# WHAT THE TASK REQUIRES
Make a verbatim copy of all the records. Skip every image.

# SOURCE INFORMATION
=-=-=-=-=

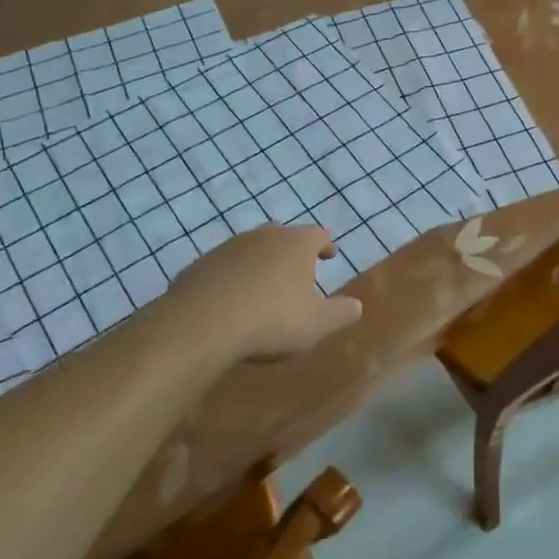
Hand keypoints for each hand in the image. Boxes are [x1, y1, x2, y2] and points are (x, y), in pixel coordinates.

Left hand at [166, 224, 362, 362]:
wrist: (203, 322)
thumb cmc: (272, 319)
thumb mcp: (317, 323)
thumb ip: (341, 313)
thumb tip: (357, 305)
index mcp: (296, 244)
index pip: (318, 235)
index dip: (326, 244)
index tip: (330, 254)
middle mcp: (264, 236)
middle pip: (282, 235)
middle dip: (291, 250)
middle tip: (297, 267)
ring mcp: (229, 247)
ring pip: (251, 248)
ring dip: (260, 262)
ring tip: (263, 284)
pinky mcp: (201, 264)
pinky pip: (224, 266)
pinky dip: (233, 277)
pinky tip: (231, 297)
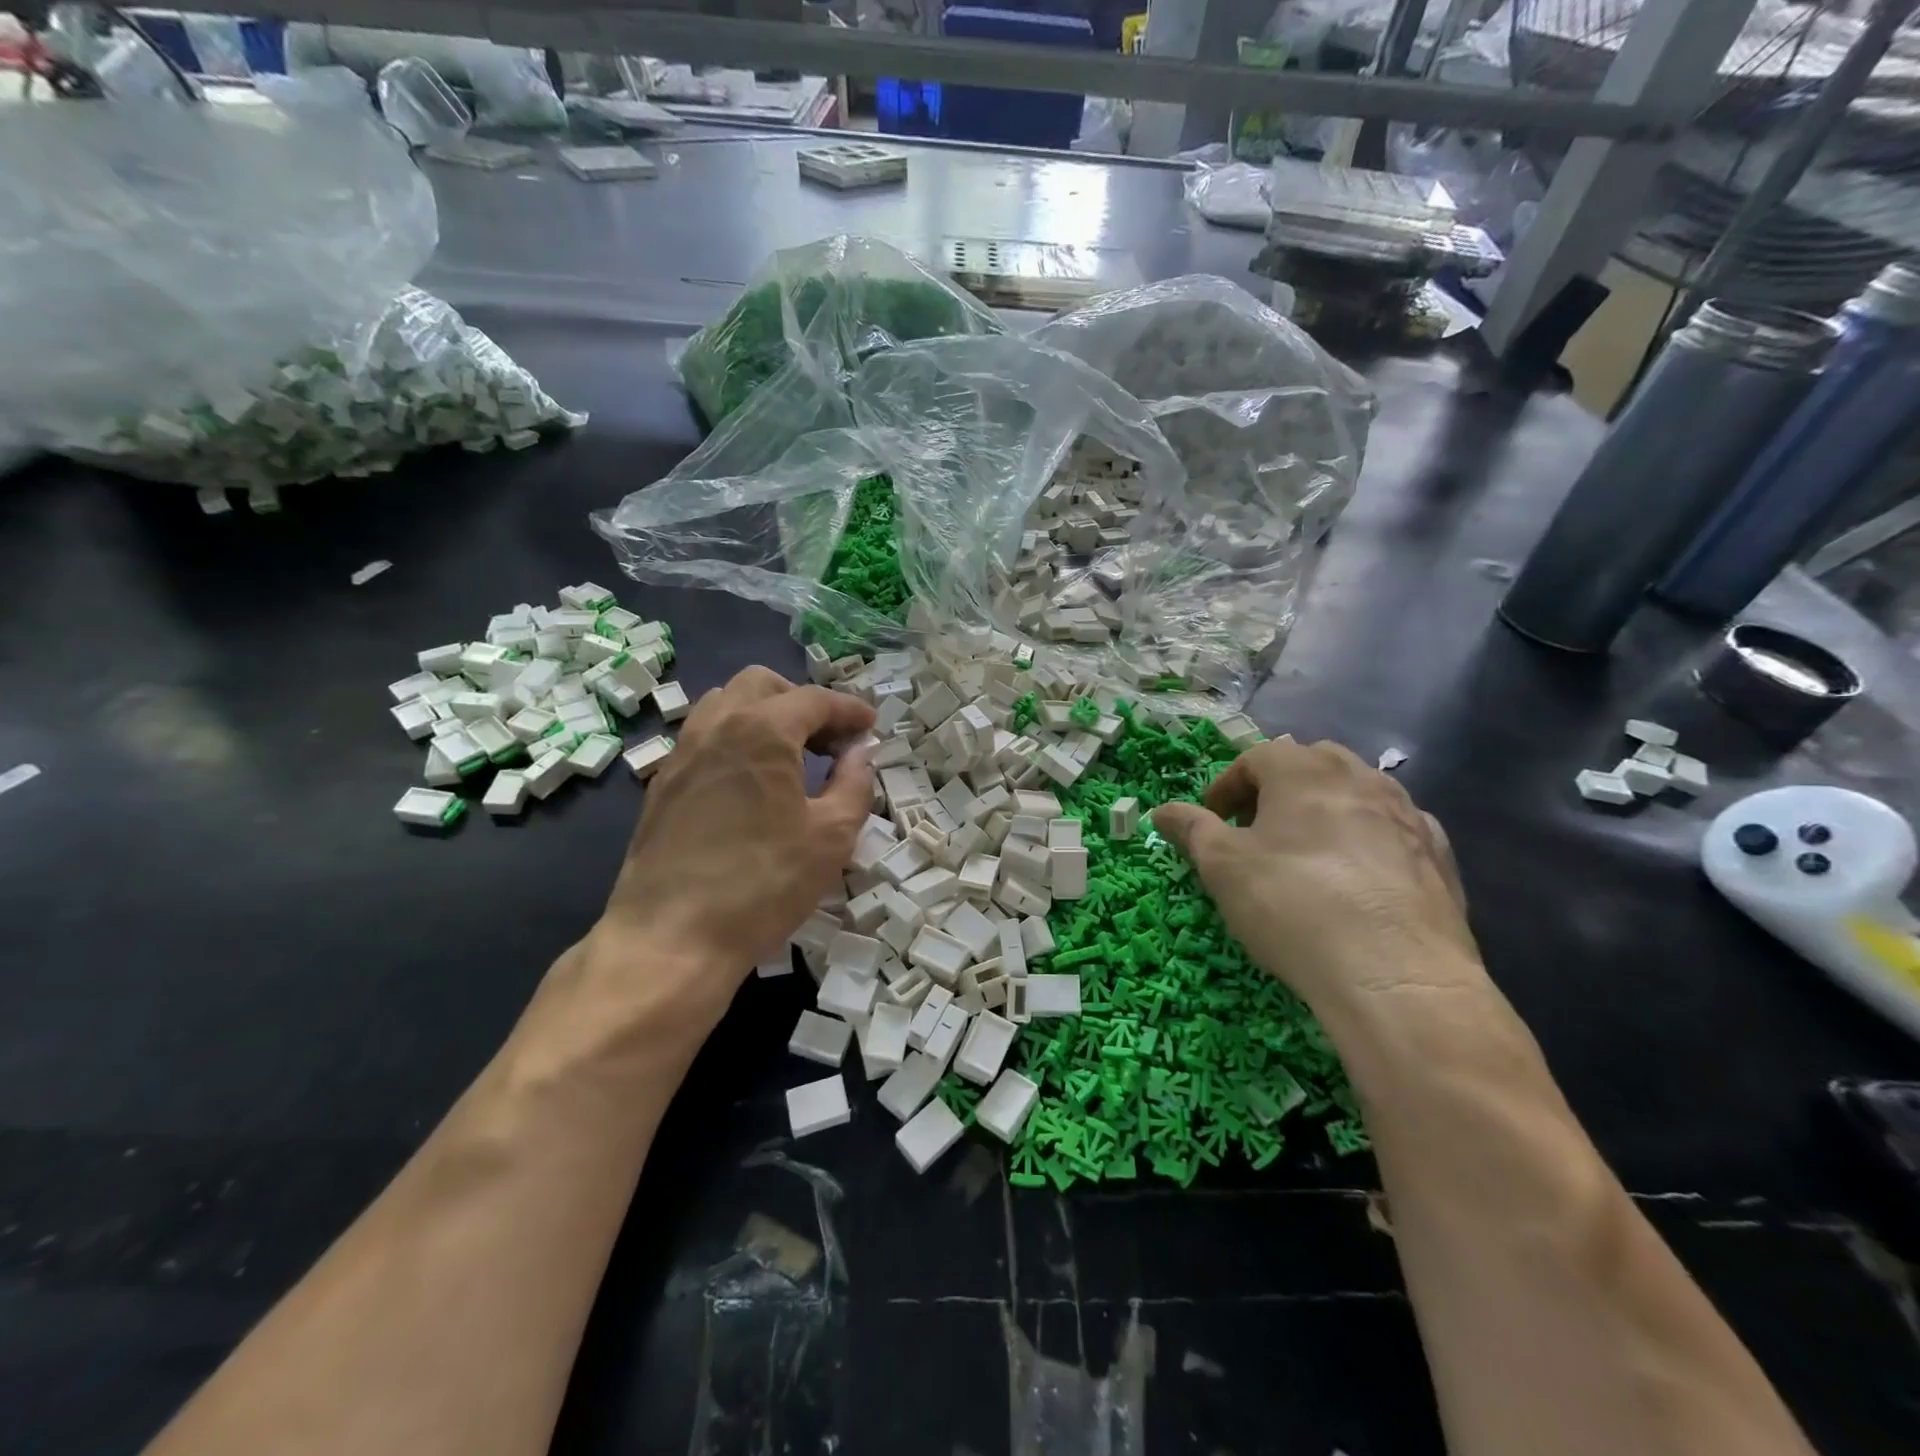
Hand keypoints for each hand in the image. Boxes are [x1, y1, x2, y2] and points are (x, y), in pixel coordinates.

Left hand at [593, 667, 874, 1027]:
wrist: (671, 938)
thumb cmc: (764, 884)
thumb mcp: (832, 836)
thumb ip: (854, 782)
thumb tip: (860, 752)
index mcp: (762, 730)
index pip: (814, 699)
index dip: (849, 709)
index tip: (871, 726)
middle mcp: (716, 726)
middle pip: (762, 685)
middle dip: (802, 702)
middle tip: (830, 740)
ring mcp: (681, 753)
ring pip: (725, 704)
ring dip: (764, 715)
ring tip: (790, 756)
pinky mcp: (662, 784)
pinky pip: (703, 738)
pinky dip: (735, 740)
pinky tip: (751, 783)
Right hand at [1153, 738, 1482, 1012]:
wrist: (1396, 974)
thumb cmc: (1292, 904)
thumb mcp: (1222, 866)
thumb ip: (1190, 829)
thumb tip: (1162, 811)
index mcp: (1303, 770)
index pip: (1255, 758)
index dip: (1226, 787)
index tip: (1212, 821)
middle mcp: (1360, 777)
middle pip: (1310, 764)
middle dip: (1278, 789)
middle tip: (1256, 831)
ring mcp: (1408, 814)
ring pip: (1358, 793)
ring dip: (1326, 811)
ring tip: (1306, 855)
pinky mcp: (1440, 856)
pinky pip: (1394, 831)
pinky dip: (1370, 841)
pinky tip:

=-=-=-=-=

# ANSWER SECTION
Hand keypoints for each hand in the image. Boxes are [x1, y1, x2, y2] and points are (x, y), in pixel coordinates.

Left hand at [166, 224, 362, 362]:
wrist: (203, 322)
thumb cmc: (272, 319)
thumb mcp: (317, 323)
thumb ip: (341, 313)
thumb tip: (357, 305)
index mcp: (296, 244)
index pip: (318, 235)
index dip: (326, 244)
index tip: (330, 254)
middle mcp: (264, 236)
middle pip: (282, 235)
middle dip: (291, 250)
middle tip: (297, 267)
ring mcp: (229, 247)
ring pip: (251, 248)
ring dip: (260, 262)
ring tip: (263, 284)
pinky mcp: (201, 264)
pinky pip: (224, 266)
pinky dip: (233, 277)
pinky tip: (231, 297)
Hand keypoints for each hand in the image. Boxes are [x1, y1, x2, y2] and points are (x, y), in pixel coordinates.

Left hand at [593, 667, 874, 1027]:
wrist: (671, 938)
thumb cmc: (764, 884)
thumb mcp: (832, 836)
thumb ip: (854, 782)
thumb tip: (860, 752)
index mcp: (762, 730)
index pip: (814, 699)
index dip: (849, 709)
index tip: (871, 726)
middle mcp: (716, 726)
middle pip: (762, 685)
middle dip: (802, 702)
middle tip: (830, 740)
ring mcp: (681, 753)
ring pip: (725, 704)
ring dip: (764, 715)
ring tip: (790, 756)
pinky mcp: (662, 784)
pinky pip: (703, 738)
pinky dip: (735, 740)
pinky tip: (751, 783)
Right hand at [1153, 738, 1482, 1012]:
wrist: (1396, 974)
thumb cmc: (1292, 904)
thumb mcp: (1222, 866)
thumb ip: (1190, 829)
thumb tip: (1162, 811)
index mcp: (1303, 770)
index pip: (1255, 758)
index dip: (1226, 787)
index tip: (1212, 821)
middle mcp: (1360, 777)
middle pip: (1310, 764)
middle dip: (1278, 789)
middle tip: (1256, 831)
ring mcp: (1408, 814)
ring pip: (1358, 793)
ring dip: (1326, 811)
ring tip: (1306, 855)
pinky mcp: (1440, 856)
pinky pip: (1394, 831)
pinky dip: (1370, 841)
pinky tip:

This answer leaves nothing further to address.